Sin la ayuda del sistema, ¿tenía algún medio para luchar?
Por supuesto.
Abrí bien los ojos.
Incluso cuando ya no tenía nada que perder, me enfrenté a adversidades mayores y las superé.
El juego aún no ha terminado.
Así que tampoco me rendiré.
Miré a mi lado. Allí estaba Salomé, tocando un candelabro caído con expresión afligida.
…
¿Cuál es la pieza más fuerte en el ajedrez?
Sin duda, es la Reina.
Y de alguna manera, esta criatura a mi lado también es una Reina.
Aunque una rosa, no negra ni blanca.
«Hola, Salomé.»
Yo soy un jugador.
Soy el que mueve las piezas en el tablero de ajedrez. Y en este momento, hay una Reina a mi disposición.
Entonces debo usarla.
Para causar estragos en el campo de batalla – y, al final, autodestruirse junto con las piezas del enemigo.
«Es una alianza temporal.»
Extendí mi mano a Salomé.
«Sigue mis órdenes y nos sacaré de este lío».
«…!»
«¿Qué te parece? ¿Quieres unir tus manos a las mías?»
Sin pensárselo dos veces, Salomé alargó la mano y me la cogió.
«¡Por supuesto, cariño!»
…No, me refería a darnos la mano, no a estar uno al lado del otro como si fuéramos a una cita. ¡Esta no es una señal para entrelazar los dedos! ¿Crees que esto es una situación romántica, súcubo delirante? ¡Suéltame la mano!
Aparté rápidamente la mano de la suya.
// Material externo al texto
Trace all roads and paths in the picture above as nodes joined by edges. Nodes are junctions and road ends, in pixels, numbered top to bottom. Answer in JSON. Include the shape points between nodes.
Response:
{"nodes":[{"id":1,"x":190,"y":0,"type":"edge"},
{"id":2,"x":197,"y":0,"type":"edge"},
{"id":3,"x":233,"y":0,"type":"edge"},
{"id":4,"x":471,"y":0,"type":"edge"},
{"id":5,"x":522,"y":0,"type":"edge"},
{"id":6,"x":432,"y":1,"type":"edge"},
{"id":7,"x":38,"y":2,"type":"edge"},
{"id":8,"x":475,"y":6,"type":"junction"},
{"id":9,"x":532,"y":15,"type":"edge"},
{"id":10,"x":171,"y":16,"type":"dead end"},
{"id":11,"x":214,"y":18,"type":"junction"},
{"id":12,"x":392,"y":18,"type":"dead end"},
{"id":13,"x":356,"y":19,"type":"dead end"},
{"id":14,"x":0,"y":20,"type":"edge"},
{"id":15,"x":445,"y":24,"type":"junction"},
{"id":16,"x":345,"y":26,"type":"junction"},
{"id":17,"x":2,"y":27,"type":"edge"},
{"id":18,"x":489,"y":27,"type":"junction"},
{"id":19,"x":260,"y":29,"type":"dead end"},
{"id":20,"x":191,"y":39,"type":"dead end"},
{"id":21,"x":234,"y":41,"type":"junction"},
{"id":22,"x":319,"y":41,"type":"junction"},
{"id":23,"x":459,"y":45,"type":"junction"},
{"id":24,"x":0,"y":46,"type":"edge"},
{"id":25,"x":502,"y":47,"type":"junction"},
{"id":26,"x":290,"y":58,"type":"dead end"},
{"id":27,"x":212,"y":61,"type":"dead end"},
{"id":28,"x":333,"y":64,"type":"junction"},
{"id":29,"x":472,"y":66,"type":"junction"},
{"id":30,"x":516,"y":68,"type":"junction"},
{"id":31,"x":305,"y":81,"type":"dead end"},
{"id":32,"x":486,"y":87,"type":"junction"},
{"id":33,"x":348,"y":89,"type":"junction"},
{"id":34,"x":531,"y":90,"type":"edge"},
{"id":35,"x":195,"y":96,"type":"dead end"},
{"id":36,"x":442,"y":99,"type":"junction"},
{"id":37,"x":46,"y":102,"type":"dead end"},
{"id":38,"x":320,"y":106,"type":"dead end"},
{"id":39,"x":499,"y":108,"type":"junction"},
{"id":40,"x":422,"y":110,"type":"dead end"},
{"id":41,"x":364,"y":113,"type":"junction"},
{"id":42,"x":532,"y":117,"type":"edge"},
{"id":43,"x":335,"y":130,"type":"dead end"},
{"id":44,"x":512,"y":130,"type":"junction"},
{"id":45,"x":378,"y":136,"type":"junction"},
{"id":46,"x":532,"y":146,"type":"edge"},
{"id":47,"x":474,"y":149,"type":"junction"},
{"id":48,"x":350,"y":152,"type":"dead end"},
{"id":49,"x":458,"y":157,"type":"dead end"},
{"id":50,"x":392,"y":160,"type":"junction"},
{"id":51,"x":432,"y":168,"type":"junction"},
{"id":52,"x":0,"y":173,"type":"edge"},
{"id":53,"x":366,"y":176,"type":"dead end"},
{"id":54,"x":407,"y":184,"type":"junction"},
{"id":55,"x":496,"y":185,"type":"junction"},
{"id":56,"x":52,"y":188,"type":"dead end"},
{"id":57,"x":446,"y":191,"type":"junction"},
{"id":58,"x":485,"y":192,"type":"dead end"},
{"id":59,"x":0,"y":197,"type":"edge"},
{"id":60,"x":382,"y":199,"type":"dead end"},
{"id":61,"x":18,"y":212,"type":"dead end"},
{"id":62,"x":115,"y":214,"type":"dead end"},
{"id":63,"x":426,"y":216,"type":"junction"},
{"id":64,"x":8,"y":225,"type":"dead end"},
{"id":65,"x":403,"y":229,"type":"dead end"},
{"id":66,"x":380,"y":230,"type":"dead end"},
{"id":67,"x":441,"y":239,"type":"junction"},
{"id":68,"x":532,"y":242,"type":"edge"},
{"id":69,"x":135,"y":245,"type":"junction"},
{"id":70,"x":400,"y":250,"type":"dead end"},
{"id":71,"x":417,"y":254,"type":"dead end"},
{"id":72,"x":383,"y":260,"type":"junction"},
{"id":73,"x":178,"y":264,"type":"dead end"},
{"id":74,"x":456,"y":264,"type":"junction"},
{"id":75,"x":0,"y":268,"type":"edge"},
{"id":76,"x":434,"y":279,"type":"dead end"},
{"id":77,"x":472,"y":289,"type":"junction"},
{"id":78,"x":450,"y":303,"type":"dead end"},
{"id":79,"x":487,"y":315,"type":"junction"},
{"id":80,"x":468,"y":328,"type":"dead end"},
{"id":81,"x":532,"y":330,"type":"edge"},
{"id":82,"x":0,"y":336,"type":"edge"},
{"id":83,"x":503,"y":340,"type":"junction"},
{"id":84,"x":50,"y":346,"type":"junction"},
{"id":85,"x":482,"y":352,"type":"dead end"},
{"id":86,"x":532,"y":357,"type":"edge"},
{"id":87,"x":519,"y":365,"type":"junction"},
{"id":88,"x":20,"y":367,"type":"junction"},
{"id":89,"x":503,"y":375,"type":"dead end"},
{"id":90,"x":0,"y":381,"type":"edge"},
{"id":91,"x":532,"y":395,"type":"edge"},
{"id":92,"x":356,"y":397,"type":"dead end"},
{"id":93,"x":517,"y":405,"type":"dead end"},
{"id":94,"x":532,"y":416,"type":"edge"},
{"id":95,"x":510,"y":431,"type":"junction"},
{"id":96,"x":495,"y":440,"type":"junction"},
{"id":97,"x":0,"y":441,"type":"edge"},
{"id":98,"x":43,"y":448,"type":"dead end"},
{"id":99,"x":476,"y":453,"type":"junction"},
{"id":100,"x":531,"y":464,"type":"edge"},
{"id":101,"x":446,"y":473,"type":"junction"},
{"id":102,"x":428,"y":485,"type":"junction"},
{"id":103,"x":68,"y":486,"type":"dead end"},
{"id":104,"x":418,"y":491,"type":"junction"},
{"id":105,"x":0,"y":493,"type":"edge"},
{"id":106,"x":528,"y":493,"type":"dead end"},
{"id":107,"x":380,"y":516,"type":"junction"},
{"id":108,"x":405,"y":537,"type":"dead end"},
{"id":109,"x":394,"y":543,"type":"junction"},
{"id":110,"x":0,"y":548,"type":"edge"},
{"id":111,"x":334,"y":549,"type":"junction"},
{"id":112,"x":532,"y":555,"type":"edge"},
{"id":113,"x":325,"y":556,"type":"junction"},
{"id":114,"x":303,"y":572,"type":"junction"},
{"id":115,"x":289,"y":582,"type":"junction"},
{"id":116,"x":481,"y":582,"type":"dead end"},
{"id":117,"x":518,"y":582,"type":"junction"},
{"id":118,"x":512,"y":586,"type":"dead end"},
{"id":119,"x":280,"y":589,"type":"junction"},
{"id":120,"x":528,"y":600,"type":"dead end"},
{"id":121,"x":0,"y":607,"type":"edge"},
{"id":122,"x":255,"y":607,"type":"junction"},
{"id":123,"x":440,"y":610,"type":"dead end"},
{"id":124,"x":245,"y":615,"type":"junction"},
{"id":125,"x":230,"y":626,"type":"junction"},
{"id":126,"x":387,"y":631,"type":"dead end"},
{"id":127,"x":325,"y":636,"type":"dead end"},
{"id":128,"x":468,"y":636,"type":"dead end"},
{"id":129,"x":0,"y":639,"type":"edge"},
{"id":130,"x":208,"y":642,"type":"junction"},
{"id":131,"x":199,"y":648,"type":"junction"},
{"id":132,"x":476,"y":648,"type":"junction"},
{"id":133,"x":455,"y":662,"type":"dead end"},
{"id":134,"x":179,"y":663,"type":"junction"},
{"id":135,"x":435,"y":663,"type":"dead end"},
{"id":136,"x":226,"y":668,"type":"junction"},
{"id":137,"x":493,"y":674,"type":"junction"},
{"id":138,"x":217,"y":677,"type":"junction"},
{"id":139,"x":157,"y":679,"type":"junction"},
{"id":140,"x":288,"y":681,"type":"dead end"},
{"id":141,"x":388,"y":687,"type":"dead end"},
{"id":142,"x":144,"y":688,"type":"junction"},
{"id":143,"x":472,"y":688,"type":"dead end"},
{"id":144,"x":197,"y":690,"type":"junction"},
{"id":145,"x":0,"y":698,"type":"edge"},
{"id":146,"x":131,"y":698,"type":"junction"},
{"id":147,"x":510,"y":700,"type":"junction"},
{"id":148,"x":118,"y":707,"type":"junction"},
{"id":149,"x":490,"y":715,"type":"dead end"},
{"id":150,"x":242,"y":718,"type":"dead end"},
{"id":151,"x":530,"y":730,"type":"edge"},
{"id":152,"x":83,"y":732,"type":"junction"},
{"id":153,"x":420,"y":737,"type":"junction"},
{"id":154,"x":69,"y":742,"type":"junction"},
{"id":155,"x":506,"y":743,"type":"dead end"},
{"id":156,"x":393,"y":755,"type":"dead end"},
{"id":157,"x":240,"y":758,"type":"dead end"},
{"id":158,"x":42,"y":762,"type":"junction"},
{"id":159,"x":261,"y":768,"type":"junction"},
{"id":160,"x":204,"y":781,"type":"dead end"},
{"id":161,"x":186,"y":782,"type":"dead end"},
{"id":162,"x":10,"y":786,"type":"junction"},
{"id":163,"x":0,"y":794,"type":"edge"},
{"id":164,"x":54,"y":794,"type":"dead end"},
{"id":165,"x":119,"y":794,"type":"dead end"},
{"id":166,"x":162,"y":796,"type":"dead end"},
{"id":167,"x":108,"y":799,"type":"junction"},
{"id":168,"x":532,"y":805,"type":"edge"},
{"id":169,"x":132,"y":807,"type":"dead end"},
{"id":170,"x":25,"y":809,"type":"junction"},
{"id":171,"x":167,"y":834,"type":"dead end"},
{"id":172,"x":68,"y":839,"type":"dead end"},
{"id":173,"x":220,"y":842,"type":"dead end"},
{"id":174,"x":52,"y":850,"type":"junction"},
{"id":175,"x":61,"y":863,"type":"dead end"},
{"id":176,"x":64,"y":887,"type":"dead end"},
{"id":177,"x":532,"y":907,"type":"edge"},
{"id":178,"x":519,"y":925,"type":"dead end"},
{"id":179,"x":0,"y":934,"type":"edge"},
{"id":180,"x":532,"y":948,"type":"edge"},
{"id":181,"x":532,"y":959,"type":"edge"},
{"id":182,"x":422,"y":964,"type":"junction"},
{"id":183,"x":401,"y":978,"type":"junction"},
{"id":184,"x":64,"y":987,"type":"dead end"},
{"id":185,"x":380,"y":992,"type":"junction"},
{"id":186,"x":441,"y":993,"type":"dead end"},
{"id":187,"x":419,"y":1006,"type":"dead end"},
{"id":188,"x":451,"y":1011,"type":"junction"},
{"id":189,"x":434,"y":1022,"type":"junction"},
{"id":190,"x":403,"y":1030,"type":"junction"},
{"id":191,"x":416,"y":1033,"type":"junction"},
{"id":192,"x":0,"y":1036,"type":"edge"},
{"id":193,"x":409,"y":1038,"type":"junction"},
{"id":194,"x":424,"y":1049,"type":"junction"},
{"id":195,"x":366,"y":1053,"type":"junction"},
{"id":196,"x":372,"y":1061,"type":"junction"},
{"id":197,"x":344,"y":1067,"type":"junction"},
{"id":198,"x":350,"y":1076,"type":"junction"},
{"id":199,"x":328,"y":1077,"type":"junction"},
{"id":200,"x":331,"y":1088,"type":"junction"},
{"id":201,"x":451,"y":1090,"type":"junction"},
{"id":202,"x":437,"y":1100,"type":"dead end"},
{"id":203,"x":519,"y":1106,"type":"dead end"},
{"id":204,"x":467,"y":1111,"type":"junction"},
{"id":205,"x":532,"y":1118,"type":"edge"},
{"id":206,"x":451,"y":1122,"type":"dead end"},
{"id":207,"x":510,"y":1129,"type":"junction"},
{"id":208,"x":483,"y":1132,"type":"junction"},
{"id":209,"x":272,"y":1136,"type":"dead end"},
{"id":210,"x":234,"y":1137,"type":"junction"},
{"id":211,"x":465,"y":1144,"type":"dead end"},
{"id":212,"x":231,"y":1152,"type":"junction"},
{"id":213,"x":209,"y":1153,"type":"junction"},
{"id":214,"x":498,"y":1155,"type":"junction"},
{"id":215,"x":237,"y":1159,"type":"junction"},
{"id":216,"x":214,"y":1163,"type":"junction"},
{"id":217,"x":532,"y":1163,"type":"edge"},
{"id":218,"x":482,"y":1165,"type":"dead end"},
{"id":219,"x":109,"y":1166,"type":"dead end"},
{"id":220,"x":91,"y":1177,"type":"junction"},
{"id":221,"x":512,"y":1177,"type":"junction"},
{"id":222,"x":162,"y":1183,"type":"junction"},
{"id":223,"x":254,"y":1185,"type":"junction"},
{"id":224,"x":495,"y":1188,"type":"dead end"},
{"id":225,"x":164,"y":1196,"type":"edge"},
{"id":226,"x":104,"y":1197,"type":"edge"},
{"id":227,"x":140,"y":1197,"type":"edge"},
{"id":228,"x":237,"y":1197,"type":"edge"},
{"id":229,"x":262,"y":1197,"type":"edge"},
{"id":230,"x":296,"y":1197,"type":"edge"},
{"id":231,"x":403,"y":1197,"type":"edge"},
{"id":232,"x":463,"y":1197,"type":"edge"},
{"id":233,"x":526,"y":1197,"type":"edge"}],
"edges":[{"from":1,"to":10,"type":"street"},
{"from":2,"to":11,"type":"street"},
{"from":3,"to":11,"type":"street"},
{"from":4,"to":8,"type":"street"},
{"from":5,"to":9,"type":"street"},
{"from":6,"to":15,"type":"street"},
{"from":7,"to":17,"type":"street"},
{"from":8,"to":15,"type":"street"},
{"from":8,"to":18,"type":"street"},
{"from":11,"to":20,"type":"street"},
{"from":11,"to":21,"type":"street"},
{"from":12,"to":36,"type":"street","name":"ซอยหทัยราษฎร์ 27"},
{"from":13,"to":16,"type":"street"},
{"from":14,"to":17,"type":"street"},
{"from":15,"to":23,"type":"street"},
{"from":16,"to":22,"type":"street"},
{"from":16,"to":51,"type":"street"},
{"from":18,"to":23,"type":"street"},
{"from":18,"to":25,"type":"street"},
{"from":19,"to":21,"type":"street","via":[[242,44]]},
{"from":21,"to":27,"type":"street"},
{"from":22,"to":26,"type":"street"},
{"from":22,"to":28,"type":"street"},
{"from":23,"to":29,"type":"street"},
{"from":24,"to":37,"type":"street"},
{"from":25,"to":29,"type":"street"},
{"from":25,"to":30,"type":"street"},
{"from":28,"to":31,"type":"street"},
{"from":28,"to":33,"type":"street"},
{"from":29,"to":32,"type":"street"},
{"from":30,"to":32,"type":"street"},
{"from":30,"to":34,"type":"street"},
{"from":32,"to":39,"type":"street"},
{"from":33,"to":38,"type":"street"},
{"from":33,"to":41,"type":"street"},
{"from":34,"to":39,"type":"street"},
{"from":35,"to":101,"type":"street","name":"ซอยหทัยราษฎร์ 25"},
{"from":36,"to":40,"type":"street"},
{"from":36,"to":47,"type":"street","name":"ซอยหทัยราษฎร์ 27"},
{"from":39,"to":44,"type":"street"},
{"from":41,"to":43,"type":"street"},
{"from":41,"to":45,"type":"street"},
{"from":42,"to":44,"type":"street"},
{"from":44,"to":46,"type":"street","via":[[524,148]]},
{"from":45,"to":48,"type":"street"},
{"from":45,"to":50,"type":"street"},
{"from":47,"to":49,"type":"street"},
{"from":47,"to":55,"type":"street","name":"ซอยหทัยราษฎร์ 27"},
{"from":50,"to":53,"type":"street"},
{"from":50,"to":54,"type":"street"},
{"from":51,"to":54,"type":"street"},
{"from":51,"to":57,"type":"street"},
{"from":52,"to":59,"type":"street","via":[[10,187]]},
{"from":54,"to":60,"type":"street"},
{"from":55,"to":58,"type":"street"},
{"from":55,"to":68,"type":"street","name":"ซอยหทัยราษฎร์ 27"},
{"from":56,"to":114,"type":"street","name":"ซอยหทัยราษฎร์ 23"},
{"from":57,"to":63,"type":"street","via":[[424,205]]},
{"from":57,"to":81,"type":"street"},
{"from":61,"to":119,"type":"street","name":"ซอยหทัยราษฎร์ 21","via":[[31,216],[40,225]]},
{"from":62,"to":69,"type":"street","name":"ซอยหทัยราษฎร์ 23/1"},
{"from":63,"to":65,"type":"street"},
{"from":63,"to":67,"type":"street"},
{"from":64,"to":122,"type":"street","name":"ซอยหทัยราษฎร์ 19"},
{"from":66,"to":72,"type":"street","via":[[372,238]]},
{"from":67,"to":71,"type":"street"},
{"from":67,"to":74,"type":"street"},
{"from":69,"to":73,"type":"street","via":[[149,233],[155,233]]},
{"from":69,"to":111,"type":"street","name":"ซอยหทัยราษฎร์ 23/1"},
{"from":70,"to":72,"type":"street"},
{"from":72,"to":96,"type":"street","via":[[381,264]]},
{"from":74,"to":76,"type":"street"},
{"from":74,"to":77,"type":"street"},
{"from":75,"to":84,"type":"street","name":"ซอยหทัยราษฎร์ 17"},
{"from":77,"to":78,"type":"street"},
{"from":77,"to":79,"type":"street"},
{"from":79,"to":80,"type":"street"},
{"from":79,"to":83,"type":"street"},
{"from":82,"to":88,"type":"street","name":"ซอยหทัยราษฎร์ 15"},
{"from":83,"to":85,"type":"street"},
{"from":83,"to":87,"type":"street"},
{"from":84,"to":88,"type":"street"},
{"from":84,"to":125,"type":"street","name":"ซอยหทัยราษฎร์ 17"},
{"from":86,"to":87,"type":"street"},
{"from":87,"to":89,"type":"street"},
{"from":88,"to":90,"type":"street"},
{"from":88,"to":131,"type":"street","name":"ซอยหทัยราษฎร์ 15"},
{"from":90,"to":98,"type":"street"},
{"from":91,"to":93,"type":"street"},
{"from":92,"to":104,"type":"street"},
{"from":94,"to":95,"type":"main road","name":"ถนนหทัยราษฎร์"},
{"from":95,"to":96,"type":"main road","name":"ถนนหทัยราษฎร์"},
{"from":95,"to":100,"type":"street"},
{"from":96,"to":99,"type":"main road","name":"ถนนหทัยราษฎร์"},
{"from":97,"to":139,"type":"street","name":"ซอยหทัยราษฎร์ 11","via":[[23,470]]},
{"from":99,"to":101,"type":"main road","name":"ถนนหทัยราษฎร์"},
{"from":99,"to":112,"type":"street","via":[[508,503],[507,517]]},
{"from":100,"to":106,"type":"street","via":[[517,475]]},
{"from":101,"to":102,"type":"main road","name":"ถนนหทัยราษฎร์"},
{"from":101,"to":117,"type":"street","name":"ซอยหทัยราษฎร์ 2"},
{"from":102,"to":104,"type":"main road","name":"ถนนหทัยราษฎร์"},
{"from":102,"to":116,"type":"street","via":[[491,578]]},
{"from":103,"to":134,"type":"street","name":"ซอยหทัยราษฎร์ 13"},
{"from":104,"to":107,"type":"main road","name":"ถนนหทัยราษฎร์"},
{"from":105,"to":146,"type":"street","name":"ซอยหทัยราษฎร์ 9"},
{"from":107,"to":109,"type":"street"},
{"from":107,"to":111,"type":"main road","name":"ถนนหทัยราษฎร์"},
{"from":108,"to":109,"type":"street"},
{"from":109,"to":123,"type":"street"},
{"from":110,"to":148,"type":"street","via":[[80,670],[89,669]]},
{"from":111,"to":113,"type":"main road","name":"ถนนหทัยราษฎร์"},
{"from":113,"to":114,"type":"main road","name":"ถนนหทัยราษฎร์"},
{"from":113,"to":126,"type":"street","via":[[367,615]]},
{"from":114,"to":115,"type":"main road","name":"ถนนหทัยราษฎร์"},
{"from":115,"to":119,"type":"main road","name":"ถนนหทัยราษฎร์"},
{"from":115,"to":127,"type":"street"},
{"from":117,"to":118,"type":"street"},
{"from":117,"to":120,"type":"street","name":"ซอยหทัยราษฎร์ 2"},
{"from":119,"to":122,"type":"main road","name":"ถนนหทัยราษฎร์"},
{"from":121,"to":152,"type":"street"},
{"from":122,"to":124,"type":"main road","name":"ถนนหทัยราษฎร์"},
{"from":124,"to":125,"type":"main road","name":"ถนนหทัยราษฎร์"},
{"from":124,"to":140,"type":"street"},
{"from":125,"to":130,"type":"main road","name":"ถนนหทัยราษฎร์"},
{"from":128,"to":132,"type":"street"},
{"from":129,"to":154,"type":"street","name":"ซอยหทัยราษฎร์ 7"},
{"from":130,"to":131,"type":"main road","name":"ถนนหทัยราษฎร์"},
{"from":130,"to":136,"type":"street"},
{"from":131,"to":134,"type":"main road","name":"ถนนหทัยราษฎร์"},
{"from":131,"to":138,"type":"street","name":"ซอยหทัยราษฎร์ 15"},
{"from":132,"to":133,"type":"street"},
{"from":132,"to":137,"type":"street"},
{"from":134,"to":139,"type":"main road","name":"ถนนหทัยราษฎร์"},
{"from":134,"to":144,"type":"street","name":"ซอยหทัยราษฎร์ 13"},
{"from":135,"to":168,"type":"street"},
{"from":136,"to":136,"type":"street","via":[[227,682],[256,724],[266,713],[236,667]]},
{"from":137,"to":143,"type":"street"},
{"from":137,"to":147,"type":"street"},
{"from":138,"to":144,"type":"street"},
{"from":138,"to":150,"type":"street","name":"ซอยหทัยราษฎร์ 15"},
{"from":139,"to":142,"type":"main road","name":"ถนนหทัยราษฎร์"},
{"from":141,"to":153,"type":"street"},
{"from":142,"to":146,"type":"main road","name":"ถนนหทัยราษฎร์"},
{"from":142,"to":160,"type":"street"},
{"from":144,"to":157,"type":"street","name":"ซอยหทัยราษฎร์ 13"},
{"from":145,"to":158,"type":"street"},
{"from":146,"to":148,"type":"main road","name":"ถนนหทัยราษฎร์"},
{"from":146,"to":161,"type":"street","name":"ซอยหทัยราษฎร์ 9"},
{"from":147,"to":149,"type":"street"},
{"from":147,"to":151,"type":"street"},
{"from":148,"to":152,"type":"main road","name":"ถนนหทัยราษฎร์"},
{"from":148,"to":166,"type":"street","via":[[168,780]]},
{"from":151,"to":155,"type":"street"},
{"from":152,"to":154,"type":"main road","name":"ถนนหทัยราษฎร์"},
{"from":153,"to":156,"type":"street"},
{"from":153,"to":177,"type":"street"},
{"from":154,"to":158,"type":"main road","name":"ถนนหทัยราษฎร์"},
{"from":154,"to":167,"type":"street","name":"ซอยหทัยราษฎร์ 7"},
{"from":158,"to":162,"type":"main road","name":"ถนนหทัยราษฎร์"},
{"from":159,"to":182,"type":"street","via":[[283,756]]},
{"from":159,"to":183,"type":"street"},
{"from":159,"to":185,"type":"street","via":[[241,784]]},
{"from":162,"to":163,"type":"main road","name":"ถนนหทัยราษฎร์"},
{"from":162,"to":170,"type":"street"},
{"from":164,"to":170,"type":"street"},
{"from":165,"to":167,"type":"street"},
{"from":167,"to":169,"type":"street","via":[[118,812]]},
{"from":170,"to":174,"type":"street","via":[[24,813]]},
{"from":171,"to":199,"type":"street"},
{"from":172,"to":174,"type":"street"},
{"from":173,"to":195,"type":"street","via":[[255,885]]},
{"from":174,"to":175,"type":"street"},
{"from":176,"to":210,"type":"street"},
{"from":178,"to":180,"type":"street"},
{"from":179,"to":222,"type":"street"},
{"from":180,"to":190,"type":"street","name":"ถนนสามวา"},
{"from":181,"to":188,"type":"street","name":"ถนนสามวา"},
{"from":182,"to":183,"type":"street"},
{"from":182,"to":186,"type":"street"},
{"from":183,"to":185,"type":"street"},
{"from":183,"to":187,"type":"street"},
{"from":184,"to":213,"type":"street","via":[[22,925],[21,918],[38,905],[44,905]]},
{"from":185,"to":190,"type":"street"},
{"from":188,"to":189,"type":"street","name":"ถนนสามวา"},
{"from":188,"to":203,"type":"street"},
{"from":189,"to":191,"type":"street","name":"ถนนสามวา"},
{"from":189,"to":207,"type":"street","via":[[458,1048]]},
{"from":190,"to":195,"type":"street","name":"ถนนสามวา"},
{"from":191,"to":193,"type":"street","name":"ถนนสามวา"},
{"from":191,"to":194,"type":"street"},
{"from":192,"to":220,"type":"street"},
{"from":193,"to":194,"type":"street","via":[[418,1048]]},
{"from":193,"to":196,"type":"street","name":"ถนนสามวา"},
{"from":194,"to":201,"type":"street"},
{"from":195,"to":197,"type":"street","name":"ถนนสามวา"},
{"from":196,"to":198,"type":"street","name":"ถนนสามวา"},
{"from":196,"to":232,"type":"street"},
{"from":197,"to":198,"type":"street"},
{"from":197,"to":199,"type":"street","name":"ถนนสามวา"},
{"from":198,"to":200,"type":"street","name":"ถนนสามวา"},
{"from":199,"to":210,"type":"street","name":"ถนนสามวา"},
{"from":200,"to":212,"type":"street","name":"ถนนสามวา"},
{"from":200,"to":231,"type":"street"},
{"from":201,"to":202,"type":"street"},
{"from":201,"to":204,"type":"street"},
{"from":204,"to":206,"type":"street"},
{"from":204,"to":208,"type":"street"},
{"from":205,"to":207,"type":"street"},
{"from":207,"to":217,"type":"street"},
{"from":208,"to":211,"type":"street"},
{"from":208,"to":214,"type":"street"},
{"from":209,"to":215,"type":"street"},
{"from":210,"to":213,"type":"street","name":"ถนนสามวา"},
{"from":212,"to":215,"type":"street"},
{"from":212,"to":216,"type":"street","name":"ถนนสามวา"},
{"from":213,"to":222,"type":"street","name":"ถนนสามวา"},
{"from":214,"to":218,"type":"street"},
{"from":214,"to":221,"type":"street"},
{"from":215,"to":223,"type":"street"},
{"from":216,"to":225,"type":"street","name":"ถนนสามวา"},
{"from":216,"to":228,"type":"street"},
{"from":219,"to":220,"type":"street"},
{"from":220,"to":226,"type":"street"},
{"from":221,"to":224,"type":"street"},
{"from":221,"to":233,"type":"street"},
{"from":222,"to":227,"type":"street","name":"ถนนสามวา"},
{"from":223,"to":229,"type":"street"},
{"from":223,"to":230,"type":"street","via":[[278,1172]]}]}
Salomé se limitó a soltar una risita.
«Es insoportable…»
Murmurando en voz baja, miré a los Gigantes de Hielo que ya estaban casi sobre nosotros y susurré amenazadoramente.
«Muy bien, Salomé».
Mientras la Reina Súcubo me miraba con ojos centelleantes, sonreí malvadamente.
«Estoy a punto de dar las órdenes para nuestra estrategia».
Así se formó una desconcertante alianza entre un humano y un monstruo.